Your instructions
For each line in the data below that holds "numbered", return a copy.

Records supplied
'''

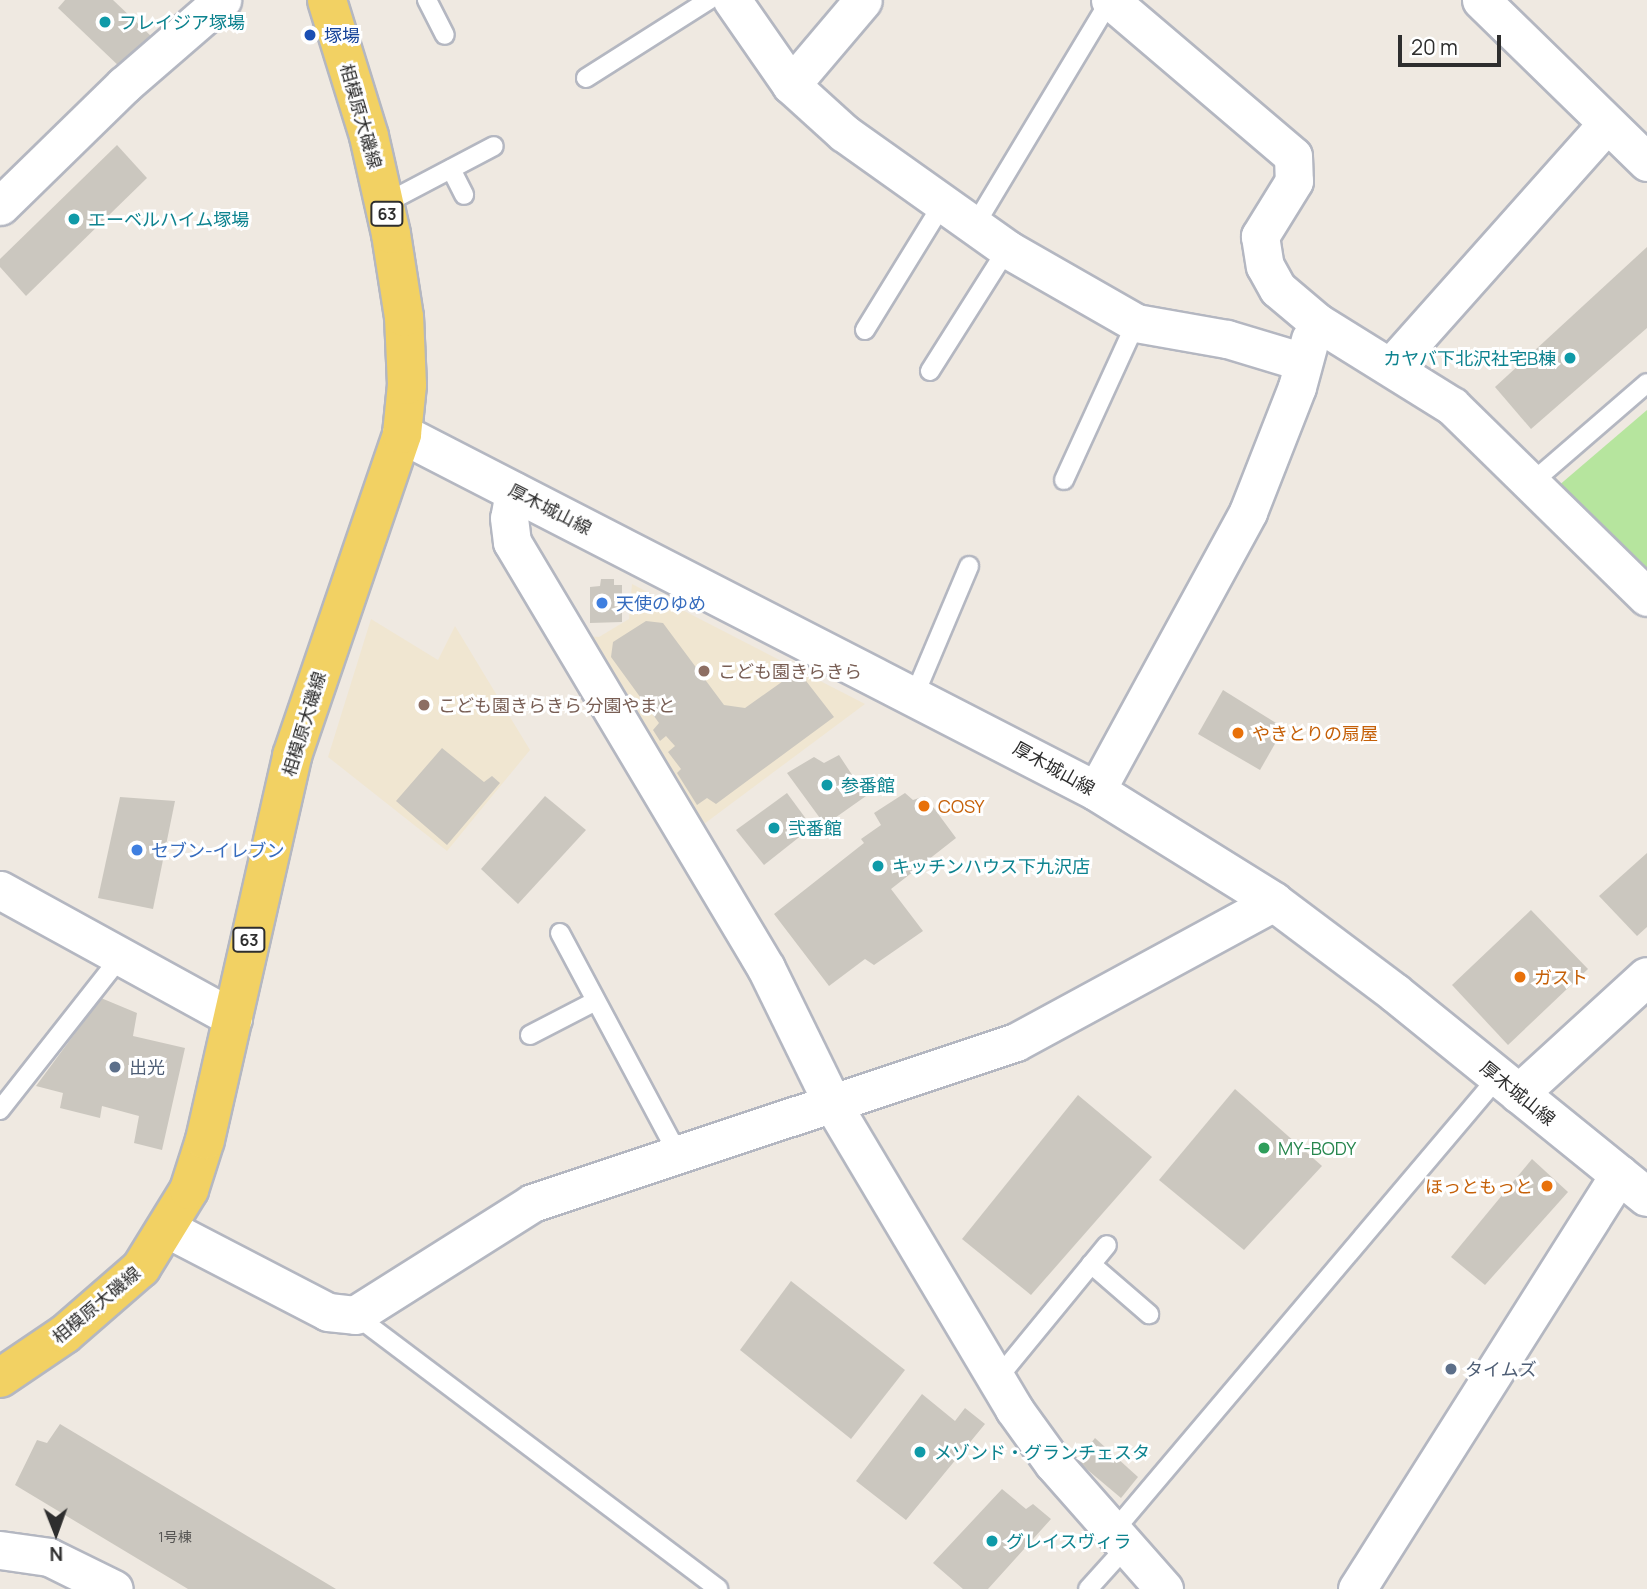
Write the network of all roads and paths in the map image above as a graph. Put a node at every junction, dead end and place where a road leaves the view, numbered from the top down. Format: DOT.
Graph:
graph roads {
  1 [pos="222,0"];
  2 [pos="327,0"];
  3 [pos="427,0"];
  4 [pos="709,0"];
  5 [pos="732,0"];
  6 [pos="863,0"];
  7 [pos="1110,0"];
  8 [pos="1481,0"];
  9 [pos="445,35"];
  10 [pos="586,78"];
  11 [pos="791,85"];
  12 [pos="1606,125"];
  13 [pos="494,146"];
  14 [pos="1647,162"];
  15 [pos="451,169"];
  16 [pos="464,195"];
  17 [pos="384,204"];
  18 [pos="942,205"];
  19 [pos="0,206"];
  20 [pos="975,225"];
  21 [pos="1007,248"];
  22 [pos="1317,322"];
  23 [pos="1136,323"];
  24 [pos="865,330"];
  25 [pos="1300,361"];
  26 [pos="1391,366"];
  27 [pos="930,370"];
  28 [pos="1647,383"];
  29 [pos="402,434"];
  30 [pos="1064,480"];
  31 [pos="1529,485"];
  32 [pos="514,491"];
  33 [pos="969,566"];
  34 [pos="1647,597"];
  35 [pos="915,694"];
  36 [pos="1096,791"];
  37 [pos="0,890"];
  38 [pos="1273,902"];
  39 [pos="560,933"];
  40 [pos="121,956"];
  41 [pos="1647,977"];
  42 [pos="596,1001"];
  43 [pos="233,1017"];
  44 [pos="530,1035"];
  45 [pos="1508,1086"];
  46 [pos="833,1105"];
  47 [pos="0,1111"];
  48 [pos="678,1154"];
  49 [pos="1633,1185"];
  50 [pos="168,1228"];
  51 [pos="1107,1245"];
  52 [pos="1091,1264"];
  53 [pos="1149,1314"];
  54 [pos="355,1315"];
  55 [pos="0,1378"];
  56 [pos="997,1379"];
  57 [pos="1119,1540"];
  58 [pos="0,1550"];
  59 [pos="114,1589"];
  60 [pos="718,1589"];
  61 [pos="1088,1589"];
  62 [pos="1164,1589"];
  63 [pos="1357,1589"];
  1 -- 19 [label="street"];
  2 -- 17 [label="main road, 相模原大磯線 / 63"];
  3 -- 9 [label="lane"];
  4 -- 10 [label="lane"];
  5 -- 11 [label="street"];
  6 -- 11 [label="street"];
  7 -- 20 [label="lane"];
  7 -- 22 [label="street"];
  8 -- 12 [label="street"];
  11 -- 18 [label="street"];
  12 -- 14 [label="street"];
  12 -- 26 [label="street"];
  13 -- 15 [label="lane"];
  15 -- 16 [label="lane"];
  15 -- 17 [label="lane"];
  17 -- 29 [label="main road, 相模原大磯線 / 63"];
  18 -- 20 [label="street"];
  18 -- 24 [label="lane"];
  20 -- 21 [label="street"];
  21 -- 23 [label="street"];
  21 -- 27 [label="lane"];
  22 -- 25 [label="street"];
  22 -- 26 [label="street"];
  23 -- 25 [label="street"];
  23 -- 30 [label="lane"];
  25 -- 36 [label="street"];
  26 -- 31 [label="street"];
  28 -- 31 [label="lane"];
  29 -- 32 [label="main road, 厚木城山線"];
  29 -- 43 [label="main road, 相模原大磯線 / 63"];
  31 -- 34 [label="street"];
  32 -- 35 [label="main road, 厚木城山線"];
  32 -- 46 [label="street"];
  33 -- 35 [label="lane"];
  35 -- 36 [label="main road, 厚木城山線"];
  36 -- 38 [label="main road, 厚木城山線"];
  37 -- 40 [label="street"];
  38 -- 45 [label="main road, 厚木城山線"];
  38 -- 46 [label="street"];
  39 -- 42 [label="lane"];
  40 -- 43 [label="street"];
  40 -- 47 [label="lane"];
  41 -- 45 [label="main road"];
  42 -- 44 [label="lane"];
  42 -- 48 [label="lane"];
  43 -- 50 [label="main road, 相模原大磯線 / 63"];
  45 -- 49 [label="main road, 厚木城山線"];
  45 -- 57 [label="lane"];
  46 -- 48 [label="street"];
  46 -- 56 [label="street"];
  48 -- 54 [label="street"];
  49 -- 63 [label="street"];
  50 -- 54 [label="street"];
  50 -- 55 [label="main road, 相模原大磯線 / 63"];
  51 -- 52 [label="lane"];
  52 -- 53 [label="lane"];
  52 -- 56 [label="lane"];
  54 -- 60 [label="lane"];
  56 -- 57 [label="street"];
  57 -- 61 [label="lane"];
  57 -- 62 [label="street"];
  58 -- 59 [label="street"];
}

'''
'''

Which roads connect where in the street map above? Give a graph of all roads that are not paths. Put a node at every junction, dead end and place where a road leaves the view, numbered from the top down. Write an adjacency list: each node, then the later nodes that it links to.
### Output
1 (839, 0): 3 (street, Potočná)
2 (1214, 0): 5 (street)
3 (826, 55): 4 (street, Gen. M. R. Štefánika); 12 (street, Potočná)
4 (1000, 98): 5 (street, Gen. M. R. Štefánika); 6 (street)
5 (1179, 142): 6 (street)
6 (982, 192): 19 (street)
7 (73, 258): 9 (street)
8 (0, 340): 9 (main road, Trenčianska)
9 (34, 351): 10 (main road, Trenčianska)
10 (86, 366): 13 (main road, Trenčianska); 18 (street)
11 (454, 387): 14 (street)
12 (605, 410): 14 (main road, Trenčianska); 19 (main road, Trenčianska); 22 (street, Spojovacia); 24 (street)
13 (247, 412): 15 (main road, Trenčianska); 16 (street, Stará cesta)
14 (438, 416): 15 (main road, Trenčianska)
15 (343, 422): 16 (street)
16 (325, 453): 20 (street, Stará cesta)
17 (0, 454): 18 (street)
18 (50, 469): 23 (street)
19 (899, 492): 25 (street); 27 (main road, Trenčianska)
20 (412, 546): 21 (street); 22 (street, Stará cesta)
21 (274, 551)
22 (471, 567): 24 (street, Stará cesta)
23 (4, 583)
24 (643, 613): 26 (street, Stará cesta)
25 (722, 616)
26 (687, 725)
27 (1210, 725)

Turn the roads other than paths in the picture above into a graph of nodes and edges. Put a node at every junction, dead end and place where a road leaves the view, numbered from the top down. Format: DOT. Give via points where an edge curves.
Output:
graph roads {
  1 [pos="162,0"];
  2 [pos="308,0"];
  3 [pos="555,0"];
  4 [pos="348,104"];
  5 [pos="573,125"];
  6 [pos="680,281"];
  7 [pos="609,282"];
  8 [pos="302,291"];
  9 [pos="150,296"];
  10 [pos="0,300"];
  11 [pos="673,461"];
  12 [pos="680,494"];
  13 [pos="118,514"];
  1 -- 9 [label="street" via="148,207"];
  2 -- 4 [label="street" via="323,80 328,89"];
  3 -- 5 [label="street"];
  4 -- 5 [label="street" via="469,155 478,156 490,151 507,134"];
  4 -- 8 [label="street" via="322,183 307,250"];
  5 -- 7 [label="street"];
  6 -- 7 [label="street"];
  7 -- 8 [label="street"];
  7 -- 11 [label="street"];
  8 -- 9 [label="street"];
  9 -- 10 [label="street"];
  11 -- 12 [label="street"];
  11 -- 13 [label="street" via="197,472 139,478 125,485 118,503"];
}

'''
'''

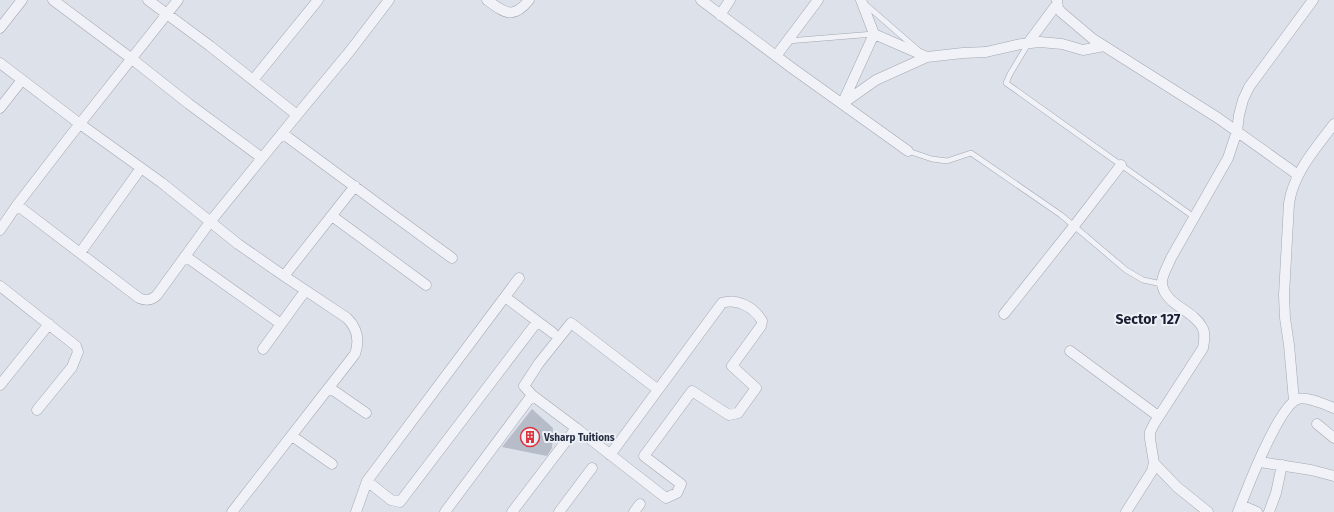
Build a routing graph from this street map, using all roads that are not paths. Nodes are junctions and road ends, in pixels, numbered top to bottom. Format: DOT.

'''

Completed exercise
Write the network of all roads and paths in the map image above as a graph. Put a node at every junction, dead end and place where a road leaves the view, numbered from the top down. Format: DOT.
Which roads connect where in the street map above? Give a graph of all roads that are not paths. Put a node at every junction, dead end and place where a road leaves the view, numbered from the top down. Write an adjacency list: each node, then the later nodes that it links to.
Turn the roads other than paths in the picture above into a graph of nodes and edges. Put a node at every junction, dead end and place where a road leaves the view, numbered from the top down. Format: DOT. Give via points where an edge curves.
Build a routing graph from this street map, using all roads that are not paths. Nodes are junctions and road ends, in pixels, numbered top to bottom. Format: DOT.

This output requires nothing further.